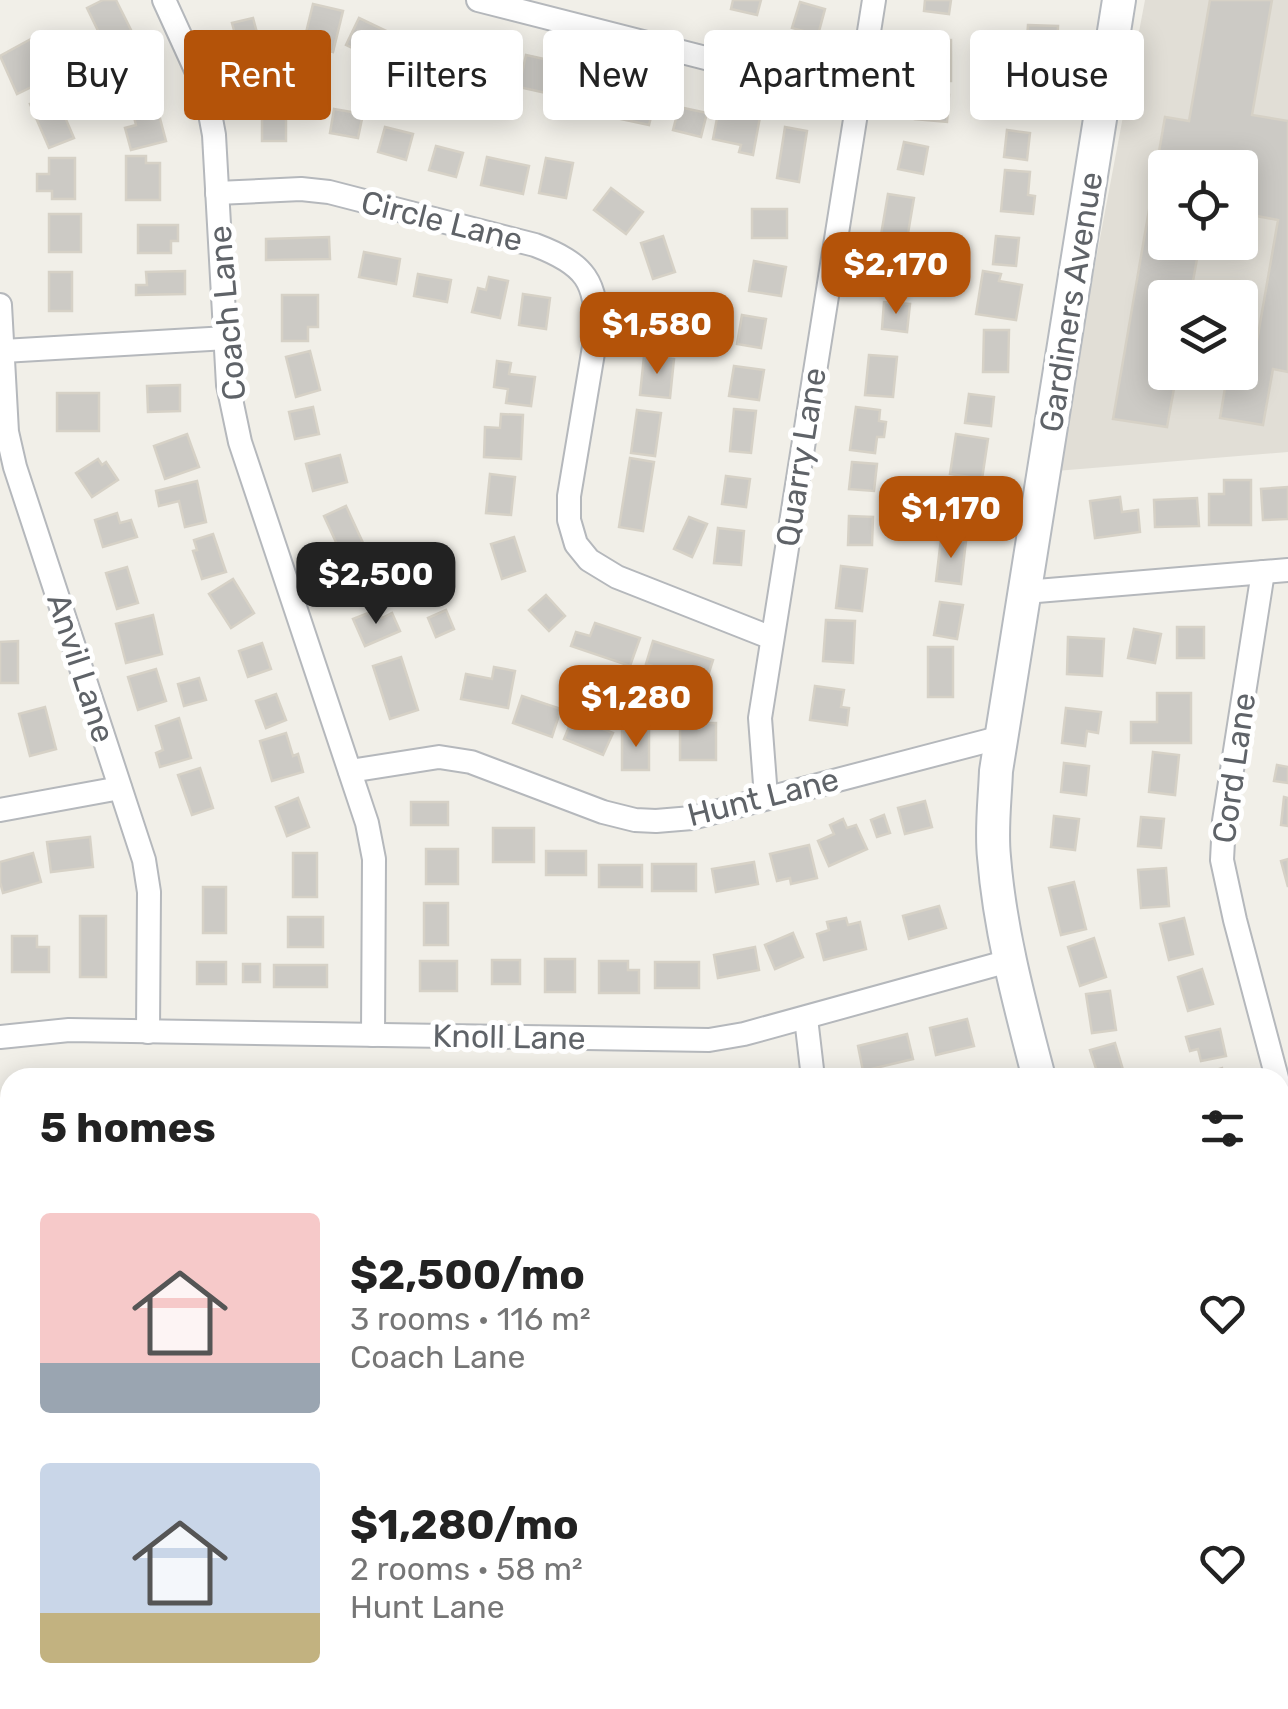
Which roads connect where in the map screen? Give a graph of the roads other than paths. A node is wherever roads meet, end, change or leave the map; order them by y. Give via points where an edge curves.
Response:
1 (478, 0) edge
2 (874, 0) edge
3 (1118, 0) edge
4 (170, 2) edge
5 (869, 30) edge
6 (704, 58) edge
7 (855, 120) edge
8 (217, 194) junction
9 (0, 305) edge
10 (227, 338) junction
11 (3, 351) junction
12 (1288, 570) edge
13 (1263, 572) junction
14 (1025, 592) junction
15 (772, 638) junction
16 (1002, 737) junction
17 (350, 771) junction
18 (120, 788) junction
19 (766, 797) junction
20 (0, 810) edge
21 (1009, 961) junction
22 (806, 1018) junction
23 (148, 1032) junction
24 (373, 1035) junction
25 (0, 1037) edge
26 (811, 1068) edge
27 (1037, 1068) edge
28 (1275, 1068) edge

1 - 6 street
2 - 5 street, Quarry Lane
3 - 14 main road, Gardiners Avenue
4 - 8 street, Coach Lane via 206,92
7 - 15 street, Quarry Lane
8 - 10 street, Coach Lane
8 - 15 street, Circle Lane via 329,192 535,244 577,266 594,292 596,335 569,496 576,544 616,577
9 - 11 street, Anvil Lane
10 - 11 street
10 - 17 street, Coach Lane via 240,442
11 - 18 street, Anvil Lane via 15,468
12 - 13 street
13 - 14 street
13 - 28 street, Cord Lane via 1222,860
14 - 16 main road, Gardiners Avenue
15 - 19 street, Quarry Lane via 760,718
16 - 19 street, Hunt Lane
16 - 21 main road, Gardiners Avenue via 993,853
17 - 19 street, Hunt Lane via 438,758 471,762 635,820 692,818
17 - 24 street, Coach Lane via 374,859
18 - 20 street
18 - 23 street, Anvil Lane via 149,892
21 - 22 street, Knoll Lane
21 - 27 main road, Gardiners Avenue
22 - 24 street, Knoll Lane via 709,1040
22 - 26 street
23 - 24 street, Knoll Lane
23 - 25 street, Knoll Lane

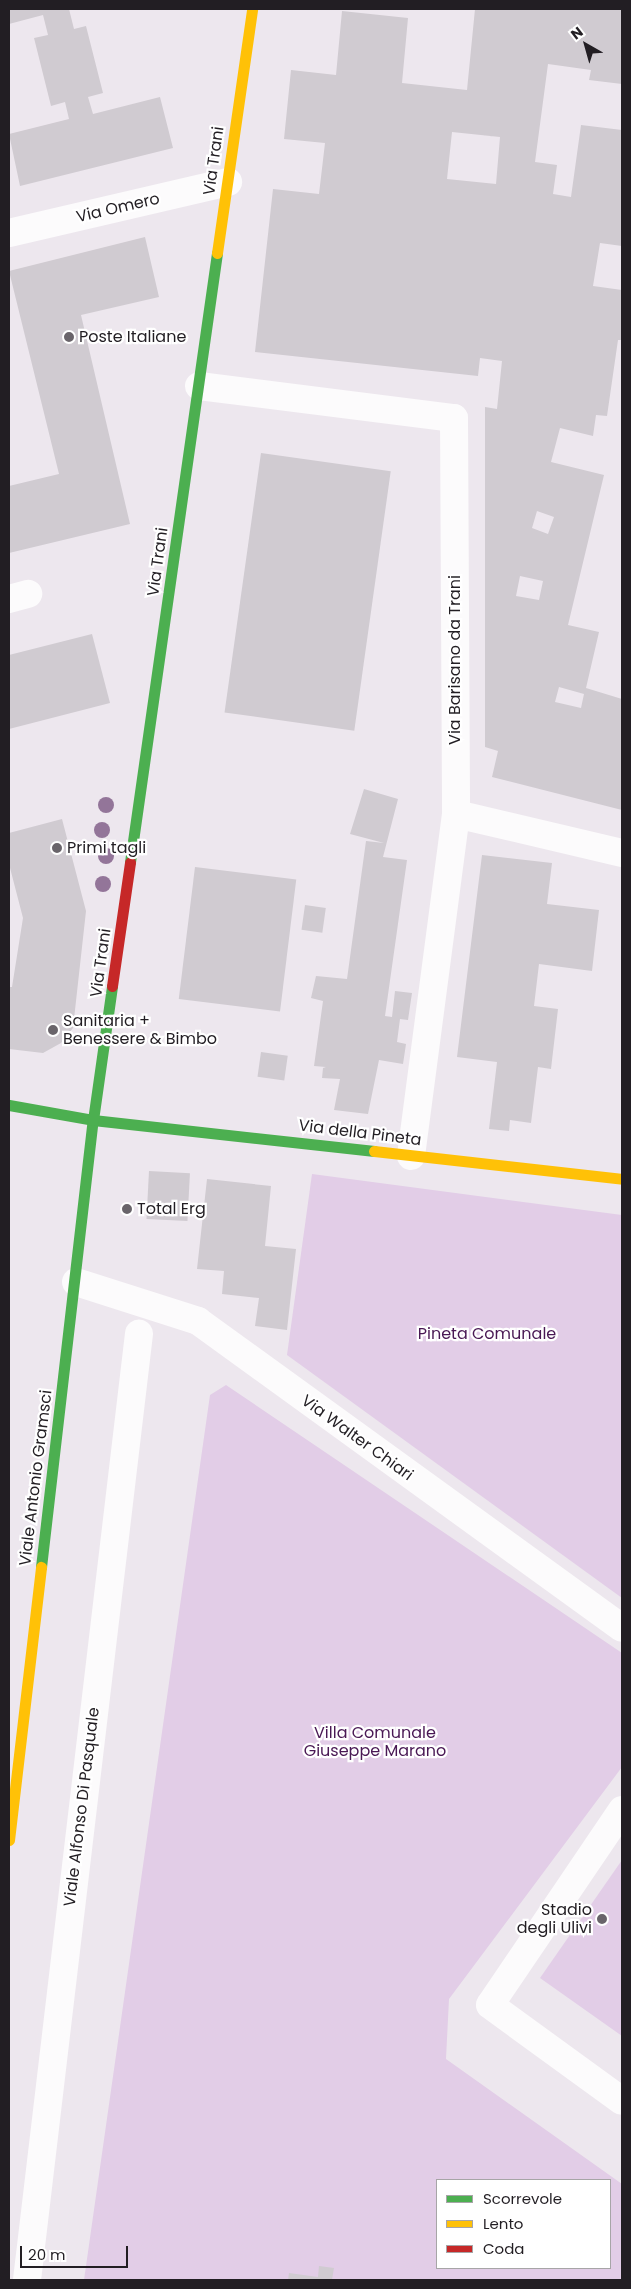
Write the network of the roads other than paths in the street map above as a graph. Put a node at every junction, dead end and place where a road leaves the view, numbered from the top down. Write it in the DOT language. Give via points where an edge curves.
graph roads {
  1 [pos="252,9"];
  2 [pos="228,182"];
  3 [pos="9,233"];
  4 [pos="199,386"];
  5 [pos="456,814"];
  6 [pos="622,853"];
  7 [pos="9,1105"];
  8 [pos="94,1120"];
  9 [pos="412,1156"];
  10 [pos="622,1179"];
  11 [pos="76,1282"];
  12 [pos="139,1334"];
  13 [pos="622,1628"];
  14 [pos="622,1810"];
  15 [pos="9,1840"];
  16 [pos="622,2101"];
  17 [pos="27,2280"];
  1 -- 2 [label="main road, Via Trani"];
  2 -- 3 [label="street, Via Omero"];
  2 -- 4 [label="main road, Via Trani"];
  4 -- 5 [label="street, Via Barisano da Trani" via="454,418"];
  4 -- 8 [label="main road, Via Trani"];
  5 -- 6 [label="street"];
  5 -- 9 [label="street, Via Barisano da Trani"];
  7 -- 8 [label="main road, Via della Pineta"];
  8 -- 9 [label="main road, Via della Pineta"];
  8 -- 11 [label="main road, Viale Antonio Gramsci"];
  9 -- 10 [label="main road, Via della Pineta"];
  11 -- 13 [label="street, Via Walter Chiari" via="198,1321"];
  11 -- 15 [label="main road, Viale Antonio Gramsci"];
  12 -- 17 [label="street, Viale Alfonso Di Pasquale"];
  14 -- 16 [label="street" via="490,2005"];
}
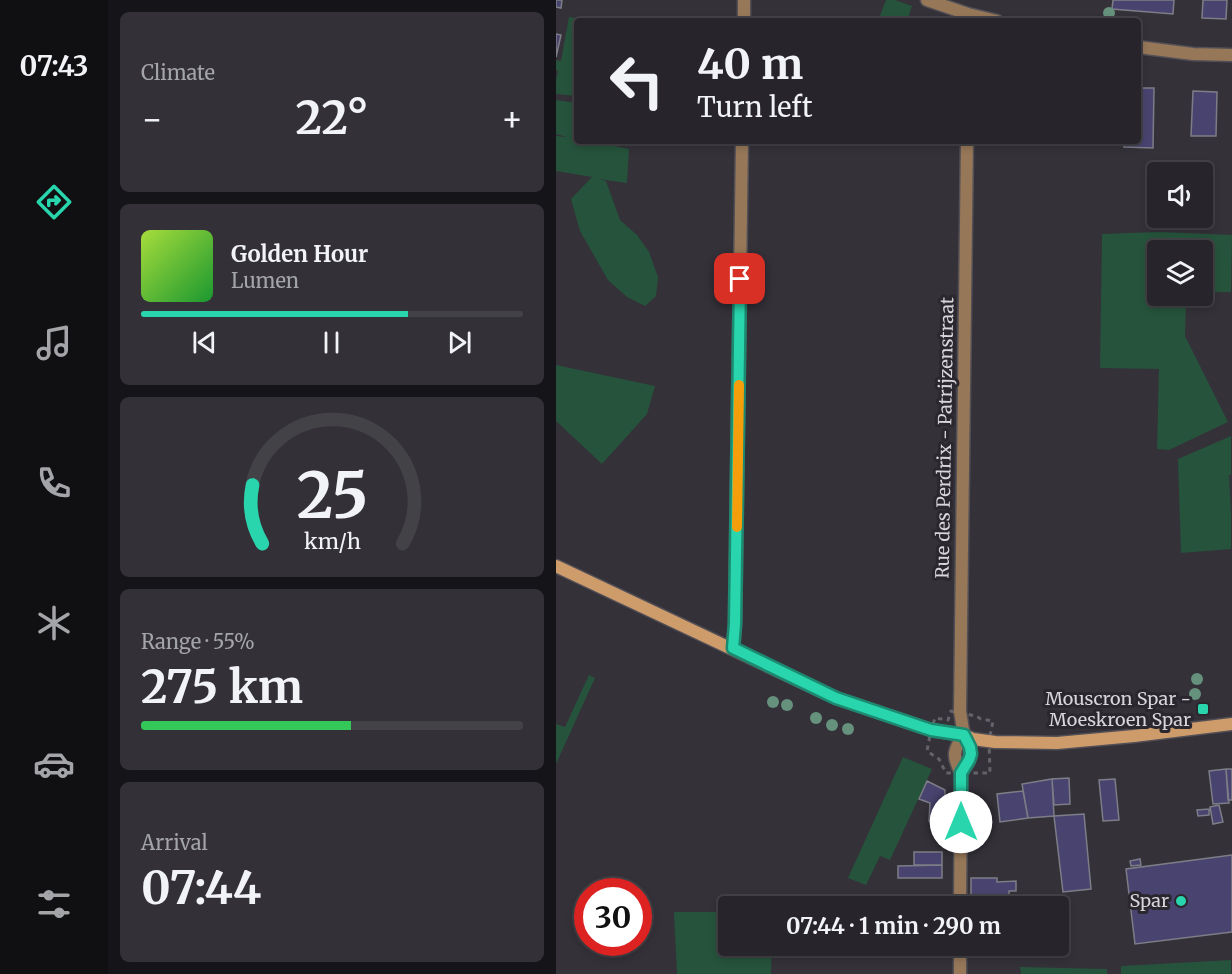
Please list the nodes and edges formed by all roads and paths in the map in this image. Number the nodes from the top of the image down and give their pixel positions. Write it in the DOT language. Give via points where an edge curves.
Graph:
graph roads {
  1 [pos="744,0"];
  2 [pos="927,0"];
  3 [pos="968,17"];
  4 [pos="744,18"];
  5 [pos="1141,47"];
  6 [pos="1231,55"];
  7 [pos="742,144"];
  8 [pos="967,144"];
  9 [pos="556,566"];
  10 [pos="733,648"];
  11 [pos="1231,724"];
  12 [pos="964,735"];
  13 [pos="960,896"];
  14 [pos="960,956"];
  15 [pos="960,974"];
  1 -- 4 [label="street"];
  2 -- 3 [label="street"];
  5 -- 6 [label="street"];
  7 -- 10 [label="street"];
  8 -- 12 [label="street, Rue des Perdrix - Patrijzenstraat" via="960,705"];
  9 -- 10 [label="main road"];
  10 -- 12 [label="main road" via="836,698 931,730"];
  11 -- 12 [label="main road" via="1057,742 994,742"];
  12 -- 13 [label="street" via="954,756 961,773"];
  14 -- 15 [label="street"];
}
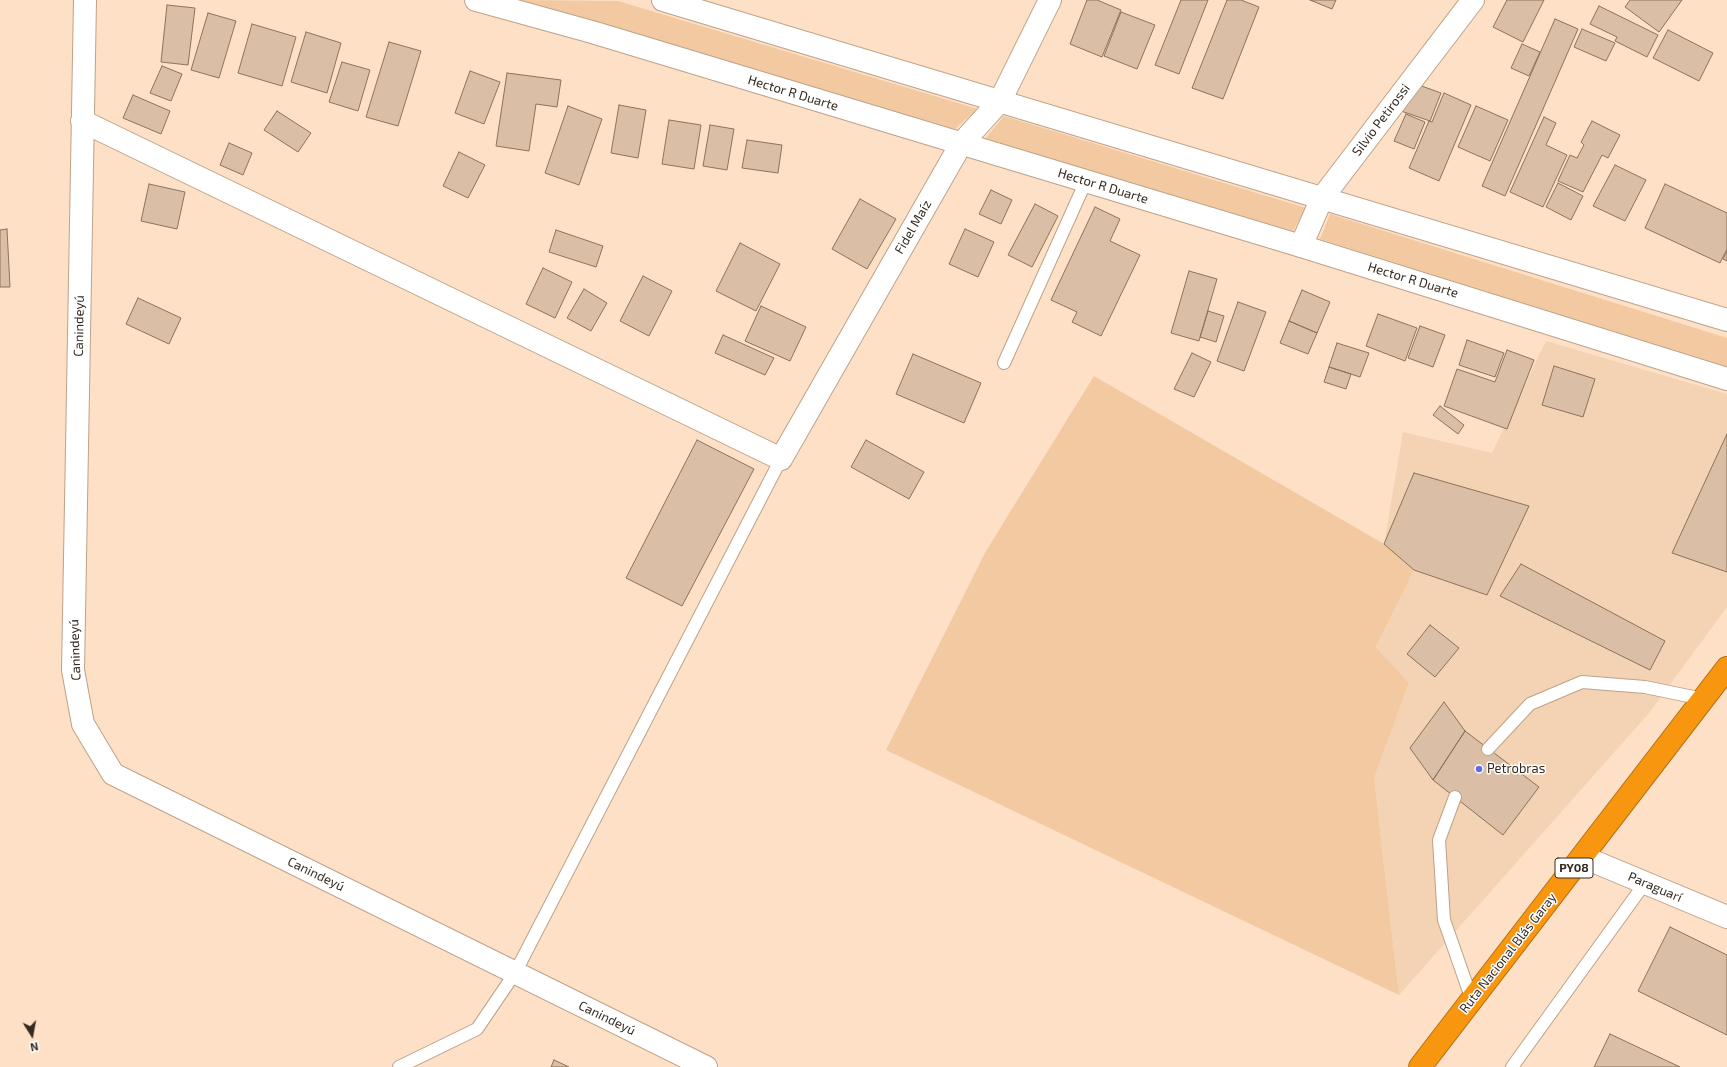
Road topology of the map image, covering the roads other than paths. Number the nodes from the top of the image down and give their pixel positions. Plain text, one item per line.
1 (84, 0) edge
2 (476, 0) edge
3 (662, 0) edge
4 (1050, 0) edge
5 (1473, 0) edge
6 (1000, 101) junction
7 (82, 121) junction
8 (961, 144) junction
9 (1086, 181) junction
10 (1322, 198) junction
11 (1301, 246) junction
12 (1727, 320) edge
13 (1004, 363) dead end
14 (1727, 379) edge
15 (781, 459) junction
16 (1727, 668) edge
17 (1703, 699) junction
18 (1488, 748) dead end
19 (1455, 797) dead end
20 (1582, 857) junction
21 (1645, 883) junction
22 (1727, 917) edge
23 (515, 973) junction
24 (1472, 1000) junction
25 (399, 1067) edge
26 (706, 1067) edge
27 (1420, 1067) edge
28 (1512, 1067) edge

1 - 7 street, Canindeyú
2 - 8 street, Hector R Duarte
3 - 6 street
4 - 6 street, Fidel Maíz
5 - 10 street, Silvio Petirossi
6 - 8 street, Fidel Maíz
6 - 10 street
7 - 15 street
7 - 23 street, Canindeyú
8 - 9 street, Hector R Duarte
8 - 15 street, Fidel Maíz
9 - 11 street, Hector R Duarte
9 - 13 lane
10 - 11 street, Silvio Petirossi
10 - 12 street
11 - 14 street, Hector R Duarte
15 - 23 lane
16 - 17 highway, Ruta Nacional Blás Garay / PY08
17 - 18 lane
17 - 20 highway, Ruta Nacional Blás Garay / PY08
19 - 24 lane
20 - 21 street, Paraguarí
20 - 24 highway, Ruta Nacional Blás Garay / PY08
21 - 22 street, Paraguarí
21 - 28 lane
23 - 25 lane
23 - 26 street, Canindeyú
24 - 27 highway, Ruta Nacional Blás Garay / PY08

▶ _Exercise brief_:
The count, and nothing else: how many lines of the entries contain the word "Fidel"?

▶ _Answer space_:
3